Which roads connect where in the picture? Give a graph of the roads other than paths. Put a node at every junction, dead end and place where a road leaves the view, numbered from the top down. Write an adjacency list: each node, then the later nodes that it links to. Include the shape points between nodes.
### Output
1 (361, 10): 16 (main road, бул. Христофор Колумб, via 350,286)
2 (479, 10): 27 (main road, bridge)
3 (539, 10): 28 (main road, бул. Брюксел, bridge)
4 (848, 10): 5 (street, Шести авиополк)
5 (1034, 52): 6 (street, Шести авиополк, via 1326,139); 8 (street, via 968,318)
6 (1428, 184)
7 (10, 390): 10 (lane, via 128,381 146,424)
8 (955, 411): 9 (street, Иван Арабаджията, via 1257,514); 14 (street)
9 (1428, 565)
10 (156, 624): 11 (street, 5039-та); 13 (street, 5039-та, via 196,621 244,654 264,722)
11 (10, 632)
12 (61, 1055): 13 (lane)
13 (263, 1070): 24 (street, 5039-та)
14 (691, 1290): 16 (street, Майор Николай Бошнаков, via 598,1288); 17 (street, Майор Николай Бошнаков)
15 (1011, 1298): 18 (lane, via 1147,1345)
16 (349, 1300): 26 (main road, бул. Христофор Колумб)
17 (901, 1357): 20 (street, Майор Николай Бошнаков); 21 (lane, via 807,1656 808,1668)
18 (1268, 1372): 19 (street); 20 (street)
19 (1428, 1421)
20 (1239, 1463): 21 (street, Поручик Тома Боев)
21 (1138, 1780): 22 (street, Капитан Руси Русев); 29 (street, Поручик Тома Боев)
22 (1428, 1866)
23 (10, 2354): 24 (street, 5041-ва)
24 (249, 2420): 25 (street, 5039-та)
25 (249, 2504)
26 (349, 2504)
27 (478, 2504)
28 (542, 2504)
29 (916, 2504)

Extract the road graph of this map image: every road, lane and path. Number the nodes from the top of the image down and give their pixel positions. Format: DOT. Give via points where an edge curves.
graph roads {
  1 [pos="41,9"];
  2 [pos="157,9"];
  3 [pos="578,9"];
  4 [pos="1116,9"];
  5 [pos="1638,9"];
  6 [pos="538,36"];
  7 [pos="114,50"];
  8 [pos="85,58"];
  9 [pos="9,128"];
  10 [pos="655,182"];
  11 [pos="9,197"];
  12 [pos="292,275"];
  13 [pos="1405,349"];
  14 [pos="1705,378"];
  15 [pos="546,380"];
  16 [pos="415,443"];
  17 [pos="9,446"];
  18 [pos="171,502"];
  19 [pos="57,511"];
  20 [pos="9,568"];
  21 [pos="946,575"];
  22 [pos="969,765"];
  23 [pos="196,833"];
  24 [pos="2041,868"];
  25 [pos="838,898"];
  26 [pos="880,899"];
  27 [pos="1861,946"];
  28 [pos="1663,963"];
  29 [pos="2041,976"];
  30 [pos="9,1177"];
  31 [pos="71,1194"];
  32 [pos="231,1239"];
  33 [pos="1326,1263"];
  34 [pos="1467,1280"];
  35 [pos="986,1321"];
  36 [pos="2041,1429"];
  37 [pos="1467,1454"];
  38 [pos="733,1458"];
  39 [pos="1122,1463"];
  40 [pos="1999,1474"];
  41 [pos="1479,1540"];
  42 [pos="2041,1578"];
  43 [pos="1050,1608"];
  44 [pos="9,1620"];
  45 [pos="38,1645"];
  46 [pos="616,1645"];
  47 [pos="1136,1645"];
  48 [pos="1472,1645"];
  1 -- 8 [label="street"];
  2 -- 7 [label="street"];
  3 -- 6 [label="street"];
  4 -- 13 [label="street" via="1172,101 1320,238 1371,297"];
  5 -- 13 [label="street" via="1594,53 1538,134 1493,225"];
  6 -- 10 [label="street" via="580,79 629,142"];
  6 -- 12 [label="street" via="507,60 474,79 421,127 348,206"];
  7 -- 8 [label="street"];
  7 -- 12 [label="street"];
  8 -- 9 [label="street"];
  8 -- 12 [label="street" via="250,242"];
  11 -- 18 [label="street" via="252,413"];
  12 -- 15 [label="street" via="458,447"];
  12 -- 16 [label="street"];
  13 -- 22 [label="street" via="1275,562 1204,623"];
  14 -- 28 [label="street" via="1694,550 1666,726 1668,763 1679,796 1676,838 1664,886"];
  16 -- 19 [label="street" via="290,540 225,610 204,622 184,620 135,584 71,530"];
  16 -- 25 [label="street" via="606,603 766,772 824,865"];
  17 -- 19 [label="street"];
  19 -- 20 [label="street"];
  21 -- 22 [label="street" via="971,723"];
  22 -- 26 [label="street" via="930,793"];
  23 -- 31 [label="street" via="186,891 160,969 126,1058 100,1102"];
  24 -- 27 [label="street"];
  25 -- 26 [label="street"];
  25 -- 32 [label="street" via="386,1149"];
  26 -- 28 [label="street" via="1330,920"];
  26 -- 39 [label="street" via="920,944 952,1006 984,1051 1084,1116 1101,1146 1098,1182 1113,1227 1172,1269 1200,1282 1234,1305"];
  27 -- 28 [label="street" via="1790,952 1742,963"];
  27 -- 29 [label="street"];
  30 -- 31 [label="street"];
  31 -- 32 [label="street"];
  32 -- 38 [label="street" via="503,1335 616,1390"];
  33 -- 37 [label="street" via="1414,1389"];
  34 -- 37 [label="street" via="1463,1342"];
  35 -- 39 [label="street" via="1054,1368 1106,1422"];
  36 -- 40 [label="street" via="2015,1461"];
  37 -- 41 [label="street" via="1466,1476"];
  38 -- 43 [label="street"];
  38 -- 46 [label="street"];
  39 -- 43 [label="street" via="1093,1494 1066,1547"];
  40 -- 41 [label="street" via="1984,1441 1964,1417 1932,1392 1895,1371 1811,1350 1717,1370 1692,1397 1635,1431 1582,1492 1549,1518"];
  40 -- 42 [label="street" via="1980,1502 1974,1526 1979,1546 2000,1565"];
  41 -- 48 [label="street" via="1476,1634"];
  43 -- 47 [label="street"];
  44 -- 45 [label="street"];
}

### WORK ORDER
Pull out all lines in the data above that include "Шести".

### ANSWER FOR THE TASK
4 (848, 10): 5 (street, Шести авиополк)
5 (1034, 52): 6 (street, Шести авиополк, via 1326,139); 8 (street, via 968,318)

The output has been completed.